Should You Write a Prologue?
Is a Prologue Ever a Good Idea?
Why a Prologue Is a Bad Idea
As a book distributor and marketer, I never truly gave prologues the attention I do now. As a literary agent, I am reading the first 25 pages of hundreds of manuscripts every month. I have been overwhelmed by the number of prologues that are kicking off the novels and non-fiction manuscripts I am seeing.
Out of curiosity, I opened up 20 novels in my query pile. 19 had prologues. NINETEEN!
For those of you wondering why this is so frustrating, there are a few things that these manuscripts all have in common:
- The prologues throw facts and backstory at the reader before they have had a chance to get to know and like the characters.
- Prologues confuse the reader until they get into the rest of the book. This is not serving the reader.
- Editors will only read a few pages of a manuscript and the prologues are never a good use of that limited attention space.
- The prologue is rarely as well written as the first chapter.
- The prologue is often used to short-cut the story-telling and that gives agents and editors the chance to judge the story as less crafted than it actually is.
If you are looking to court your readers and perhaps even attract the approval of a traditional publisher, may I make the following suggestion?
Throw Out Your Prologue
Take the facts and elements that were in your prologue and write them into your book.
If you are a non-fiction author, your introduction is likely an explanation as to why you wrote the book.

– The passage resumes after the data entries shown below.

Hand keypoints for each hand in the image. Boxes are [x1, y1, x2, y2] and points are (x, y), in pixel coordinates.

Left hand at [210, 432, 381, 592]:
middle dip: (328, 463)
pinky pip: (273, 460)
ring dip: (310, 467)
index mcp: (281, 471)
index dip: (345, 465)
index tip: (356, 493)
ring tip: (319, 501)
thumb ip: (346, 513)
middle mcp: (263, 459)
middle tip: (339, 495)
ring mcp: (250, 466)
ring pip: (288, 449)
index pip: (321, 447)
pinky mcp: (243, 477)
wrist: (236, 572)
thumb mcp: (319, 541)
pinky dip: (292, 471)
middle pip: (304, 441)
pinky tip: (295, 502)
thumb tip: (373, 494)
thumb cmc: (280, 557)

The time to take up a reader’s time with YOUR motives is AFTER you have earned their trust and interest, not before. Start your book by addressing the readers goals, not your own.

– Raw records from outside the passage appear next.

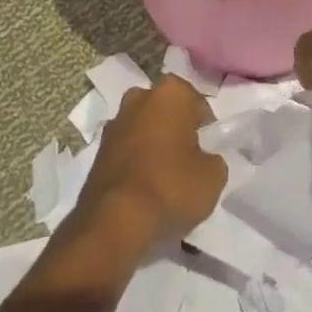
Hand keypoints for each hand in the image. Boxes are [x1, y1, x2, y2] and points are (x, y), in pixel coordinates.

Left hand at [72, 78, 226, 254]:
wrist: (115, 220)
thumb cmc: (171, 187)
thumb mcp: (213, 177)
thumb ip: (213, 159)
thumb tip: (203, 159)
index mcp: (171, 92)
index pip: (197, 104)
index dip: (206, 129)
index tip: (209, 151)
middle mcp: (139, 97)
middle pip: (167, 111)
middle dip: (176, 130)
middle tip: (189, 161)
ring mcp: (115, 121)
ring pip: (144, 128)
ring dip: (153, 145)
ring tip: (165, 178)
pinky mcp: (98, 149)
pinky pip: (127, 149)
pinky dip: (136, 161)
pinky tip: (144, 187)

Novelists? Any element in your prologue that advances the story should be written IN the story.
If you need a prologue to share back-story or history of your characters, you are not done writing your novel. A good conversation between characters will allow you to share the history. Again, earn the trust and interest of your readers before asking them to care about back-story and motives.
If you’re still not convinced you can write your book without a prologue, I have a challenge for you. Complete your first draft without one.
Once the entire book is written, once the entire story has been told, once all of your guidance has been shared – THEN (and only then) should you write an introduction or prologue. You will find that you most likely don’t have anything left to say. (And that is PERFECTLY okay!)
Do You Need a Prologue?
No. The agents and editors you are trying to attract will take you much more seriously for telling your story without any caveats.
I call BS. An awkward and unnatural conversation for the sole purpose of avoiding a “prologue” is not an improvement to a book. If you have a temporally separate event that is critical to your story, but involves characters that don’t exist in your main timeline (like the genesis of a prophecy), the PROPER place for it is in a prologue. I don’t know how many times I’ve ended up pawing through the early parts of a book going “Who was that guy?” or “What is that thing?” when I could have just looked in the prologue–except the author subscribed to this “no prologue” rule.
Agree with all this.
My prologues don’t deal with past events but they’re too short for a chapter (I think).
I don’t understand when people say, ‘I don’t read prologues’.
Why wouldn’t you?
They’re an integral part of the story.